Staff cuts cause lengthy delays for planning applications

WALTER CRONXITE reports on the latest short-comings in one of the council’s key functions due to poor…errr… planning by senior executives

Croydon Council has made so many staff redundant that it now can take more than six months to process routine planning applications submitted to Fisher’s Folly.

Put her hard hat on: council deputy leader Alison Butler

Putting her hard hat on: deputy leader Alison Butler

The delays have been admitted in a startling admission from Alison Butler, the deputy leader of the Labour-run council and the cabinet member responsible for homes, regeneration and planning.
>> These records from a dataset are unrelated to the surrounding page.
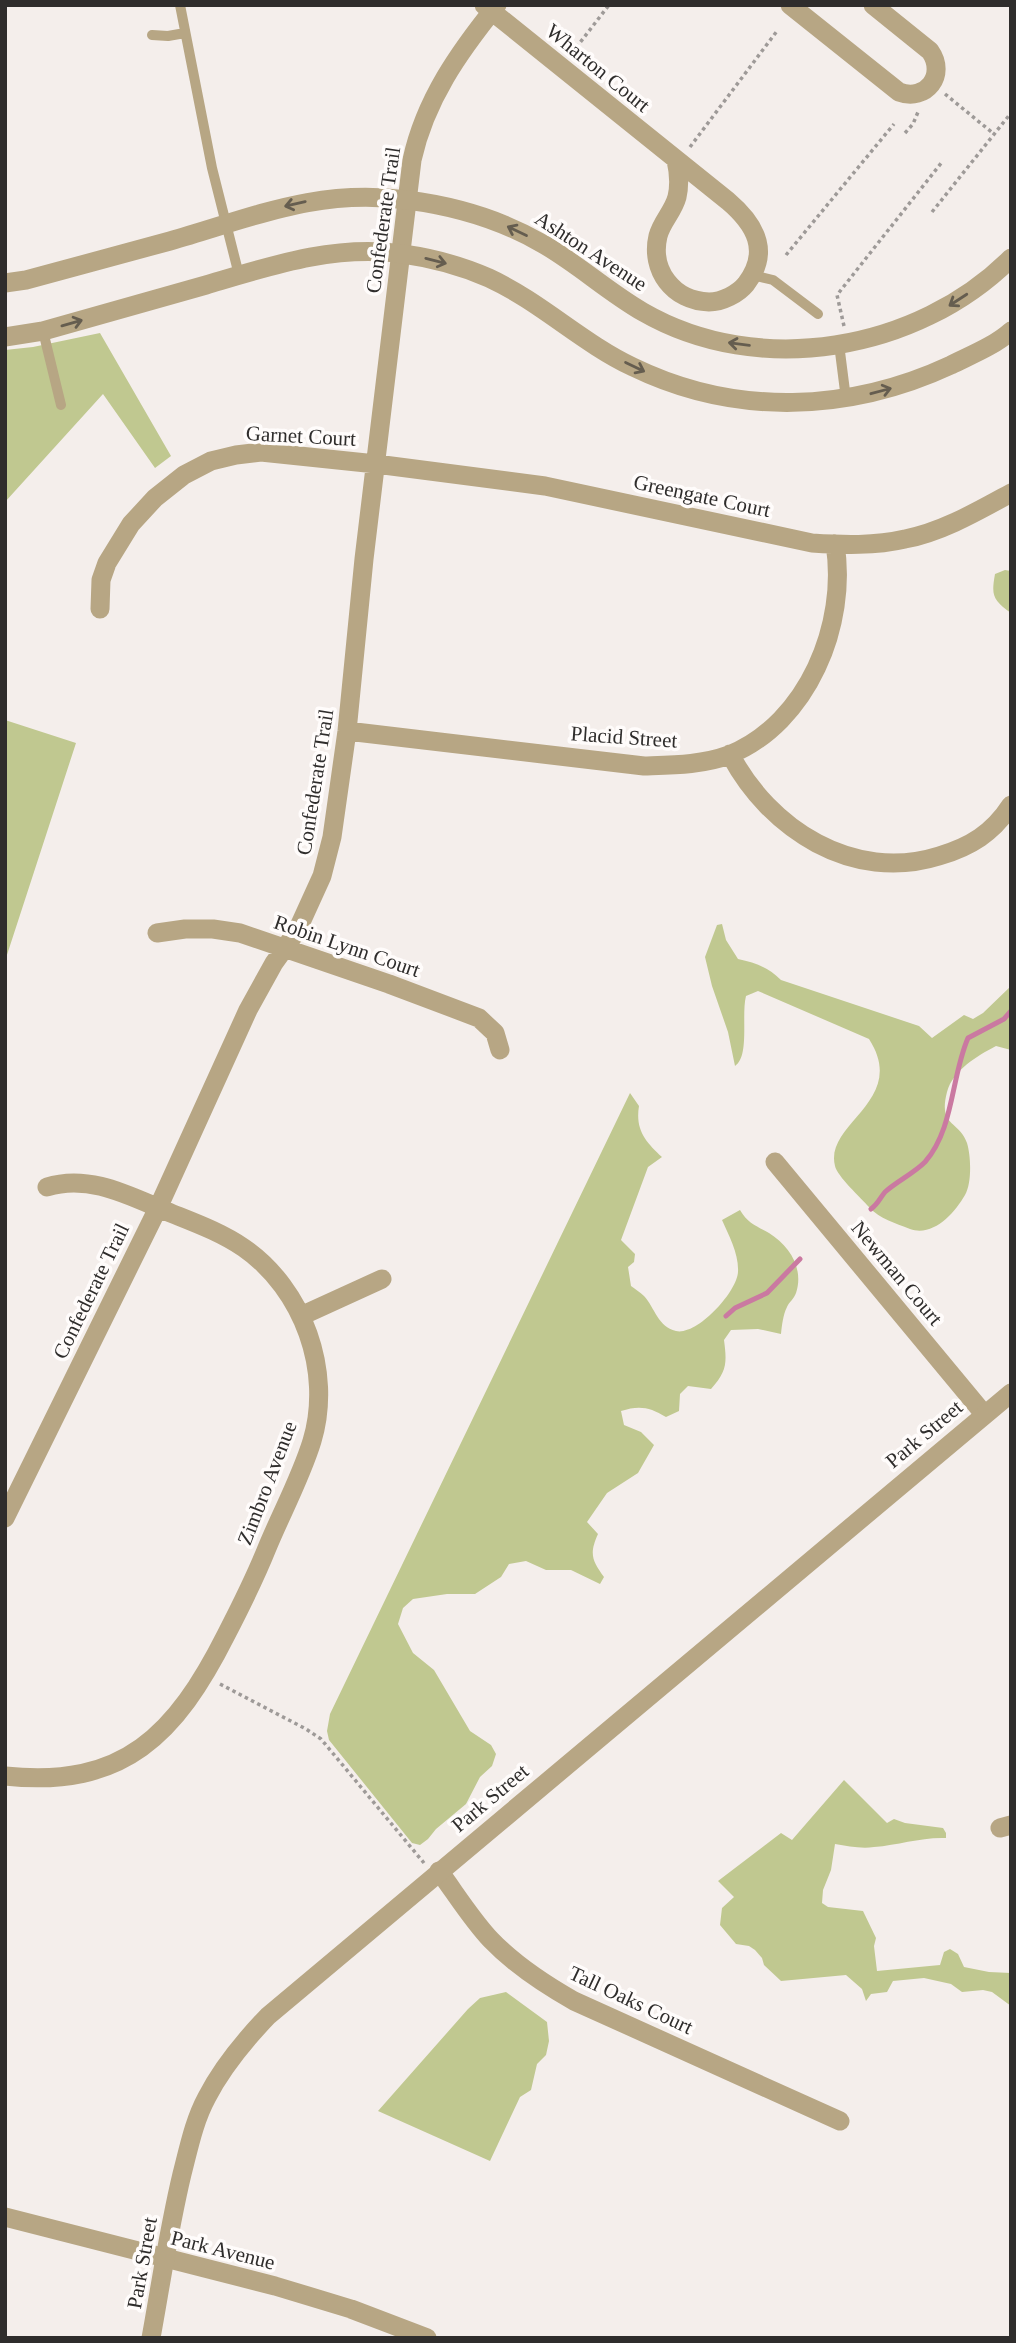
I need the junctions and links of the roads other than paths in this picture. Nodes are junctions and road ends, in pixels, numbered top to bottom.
1 (180, 5) edge
2 (790, 5) edge
3 (873, 5) edge
4 (491, 7) edge
5 (185, 33) junction
6 (152, 35) dead end
7 (678, 161) junction
8 (407, 200) junction
9 (226, 224) junction
10 (400, 254) junction
11 (1011, 258) edge
12 (239, 275) junction
13 (752, 275) junction
14 (5, 283) edge
15 (818, 314) dead end
16 (43, 331) junction
17 (1011, 331) edge
18 (5, 337) edge
19 (843, 344) junction
20 (846, 399) junction
21 (61, 405) dead end
22 (376, 464) junction
23 (1011, 493) edge
24 (835, 544) junction
25 (100, 609) dead end
26 (347, 731) junction
27 (730, 754) junction
28 (1011, 805) edge
29 (157, 933) dead end
30 (286, 948) junction
31 (500, 1049) dead end
32 (775, 1162) dead end
33 (47, 1187) dead end
34 (158, 1208) junction
35 (382, 1279) dead end
36 (301, 1316) junction
37 (1011, 1393) edge
38 (984, 1414) junction
39 (7, 1511) edge
40 (5, 1776) edge
41 (436, 1873) junction
42 (840, 2121) dead end
43 (5, 2217) edge
44 (166, 2259) junction
45 (151, 2338) edge
46 (427, 2338) edge

1 - 5 lane
2 - 3 street
4 - 7 street, Wharton Court
4 - 8 street, Confederate Trail
5 - 6 lane
5 - 9 lane
7 - 13 street, Wharton Court
7 - 13 street
8 -> 9 street, Ashton Avenue
8 - 10 street, Confederate Trail
19 -> 8 street, Ashton Avenue
9 - 12 lane
9 - 14 street, Ashton Avenue
10 - 12 street
10 -> 20 street
10 - 22 street, Confederate Trail
11 -> 19 street, Ashton Avenue
16 -> 12 street
13 - 15 lane
16 - 18 street
16 - 21 lane
20 -> 17 street
19 - 20 lane
22 - 24 street, Greengate Court
22 - 25 street, Garnet Court
22 - 26 street, Confederate Trail
23 - 24 street, Greengate Court
24 - 27 street, Placid Street
26 - 27 street, Placid Street
26 - 30 street, Confederate Trail
27 - 28 street
29 - 30 street, Robin Lynn Court
30 - 31 street, Robin Lynn Court
30 - 34 street, Confederate Trail
32 - 38 street, Newman Court
33 - 34 street, Zimbro Avenue
34 - 36 street, Zimbro Avenue
34 - 39 street, Confederate Trail
35 - 36 street
36 - 40 street, Zimbro Avenue
37 - 38 street, Park Street
38 - 41 street, Park Street
41 - 42 street, Tall Oaks Court
41 - 44 street, Park Street
43 - 44 street, Park Avenue
44 - 45 street, Park Street
44 - 46 street, Park Avenue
The council began its latest round of job cuts 12 months ago, to reduce staff numbers to cope with further reductions to the authority’s grant from central government and to address a £3.5million budget overspend in the last financial year. This was the second significant round of redundancies at Croydon Council in five years, and it came with a freeze on recruitment.

The shortage of experienced planning staff comes in the midst of a supposed multi-billion-pound development drive across the borough.

But with around 4,500 planning applications being submitted to the council annually, these now have to be dealt with by a team of fewer than 20 town planning staff.

The lack of planning staff at the council has created a real bottleneck for the council leadership’s lofty talk of £5 billion-worth of development.

It costs £172 to make a planning application to the council.

Planning applications submitted to Croydon’s offices ought, routinely, to take no longer than eight weeks. But according to senior sources on Cost A Mint Walk, the average turn-round time for planning applications, even for apparently routine matters, can now take three times longer than ought to be expected.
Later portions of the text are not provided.